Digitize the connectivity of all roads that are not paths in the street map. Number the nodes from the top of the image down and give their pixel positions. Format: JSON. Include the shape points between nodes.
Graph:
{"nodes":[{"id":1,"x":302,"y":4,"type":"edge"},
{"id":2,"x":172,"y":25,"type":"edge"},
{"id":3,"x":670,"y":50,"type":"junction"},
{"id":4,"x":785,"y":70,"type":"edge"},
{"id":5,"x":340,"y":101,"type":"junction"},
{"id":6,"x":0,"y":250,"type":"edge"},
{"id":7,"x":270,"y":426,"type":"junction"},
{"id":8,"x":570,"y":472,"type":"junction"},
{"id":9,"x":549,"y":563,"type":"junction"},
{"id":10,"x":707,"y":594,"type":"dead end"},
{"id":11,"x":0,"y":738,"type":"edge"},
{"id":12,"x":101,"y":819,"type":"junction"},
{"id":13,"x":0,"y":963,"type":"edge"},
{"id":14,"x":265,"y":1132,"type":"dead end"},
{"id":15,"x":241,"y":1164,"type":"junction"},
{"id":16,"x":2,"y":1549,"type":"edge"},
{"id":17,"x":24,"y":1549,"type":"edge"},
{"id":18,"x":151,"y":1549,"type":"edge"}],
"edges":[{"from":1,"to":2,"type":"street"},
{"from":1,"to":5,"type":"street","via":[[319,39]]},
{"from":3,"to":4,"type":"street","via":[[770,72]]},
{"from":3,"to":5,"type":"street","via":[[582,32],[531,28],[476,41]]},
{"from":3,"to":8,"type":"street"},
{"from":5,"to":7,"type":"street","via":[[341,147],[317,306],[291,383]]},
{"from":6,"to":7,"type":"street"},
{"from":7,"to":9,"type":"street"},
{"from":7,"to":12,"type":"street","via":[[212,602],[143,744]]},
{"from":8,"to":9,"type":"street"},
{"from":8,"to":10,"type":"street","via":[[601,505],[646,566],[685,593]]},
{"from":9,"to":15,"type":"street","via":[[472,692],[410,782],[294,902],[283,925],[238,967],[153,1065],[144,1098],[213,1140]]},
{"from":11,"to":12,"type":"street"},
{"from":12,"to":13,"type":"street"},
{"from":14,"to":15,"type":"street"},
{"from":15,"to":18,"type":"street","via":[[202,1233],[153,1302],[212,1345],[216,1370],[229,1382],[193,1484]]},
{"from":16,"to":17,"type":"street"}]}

• • • • •

#### PROBLEM TO SOLVE
The word "junction" appears in some lines above. Return every one of those lines.

#### ANSWER TO THIS EXERCISE
{"id":3,"x":670,"y":50,"type":"junction"},
{"id":5,"x":340,"y":101,"type":"junction"},
{"id":7,"x":270,"y":426,"type":"junction"},
{"id":8,"x":570,"y":472,"type":"junction"},
{"id":9,"x":549,"y":563,"type":"junction"},
{"id":12,"x":101,"y":819,"type":"junction"},
{"id":15,"x":241,"y":1164,"type":"junction"},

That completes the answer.